Library Call Number: F PHAM
Truganini – Journey through the Apocalypse by Cassandra Pybus
Author Cassandra Pybus’s ancestors told a story of an old Aboriginal woman who would wander across their farm on Bruny Island, in south-east Tasmania, in the 1850s and 1860s. As a child, Cassandra didn’t know this woman was Truganini, and that Truganini was walking over the country of her clan, the Nuenonne.
For nearly seven decades, Truganini lived through a psychological and cultural shift more extreme than we can imagine. But her life was much more than a regrettable tragedy. Now Cassandra has examined the original eyewitness accounts to write Truganini’s extraordinary story in full.
Hardly more than a child, Truganini managed to survive the devastation of the 1820s, when the clans of south-eastern Tasmania were all but extinguished. She spent five years on a journey around Tasmania, across rugged highlands and through barely penetrable forests, with George Augustus Robinson, the self-styled missionary who was collecting the survivors to send them into exile on Flinders Island. She has become an international icon for a monumental tragedy – the so-called extinction of the original people of Tasmania.
Cassandra Pybus is an award-winning author and a distinguished historian. She is descended from the colonist who received the largest free land grant on Truganini’s traditional country of Bruny Island.
Library Call Number BIO 994.6 PYB
Operation Paperclip : The Secret Intelligence Program That Brought Nazi Scientists to America by Annie Jacobsen
Anyone watching Amazon’s new Hunters series will be very familiar with the term, Operation Paperclip. In the chaos following World War II, some of the greatest spoils of Germany’s resources were the Third Reich’s scientific minds. The U.S. government secretly decided that the value of these former Nazis’ knowledge outweighed their crimes and began a covert operation code-named Paperclip to allow them to work in the U.S. without the public’s full knowledge.

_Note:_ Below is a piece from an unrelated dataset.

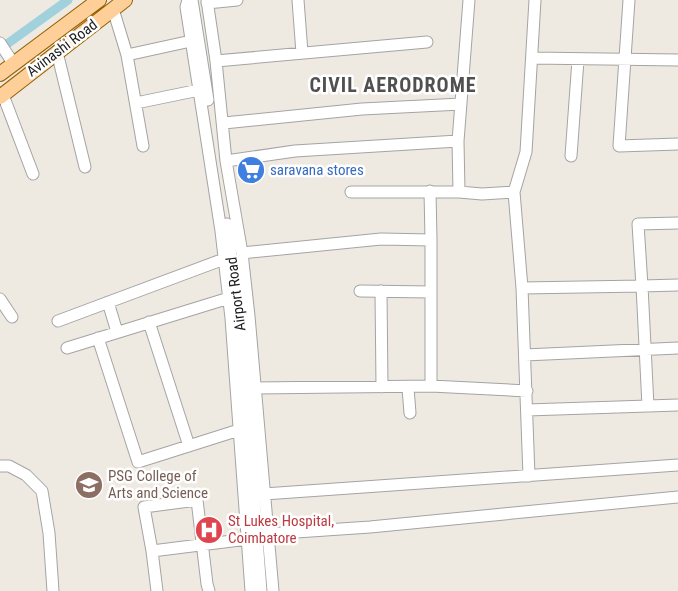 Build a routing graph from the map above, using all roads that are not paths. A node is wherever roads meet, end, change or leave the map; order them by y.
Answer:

Drawing on exclusive interviews with dozens of Paperclip family members, colleagues, and interrogators, and with access to German archival documents (including papers made newly available by direct descendants of the Third Reich’s ranking members), files obtained through the Freedom of Information Act, and lost dossiers discovered in government archives and at Harvard University, Annie Jacobsen follows more than a dozen German scientists through
their postwar lives and into one of the most complex, nefarious, and jealously guarded government secrets of the 20th century.
In this definitive, controversial look at one of America’s most strategic, and disturbing, government programs, Jacobsen shows just how dark government can get in the name of national security.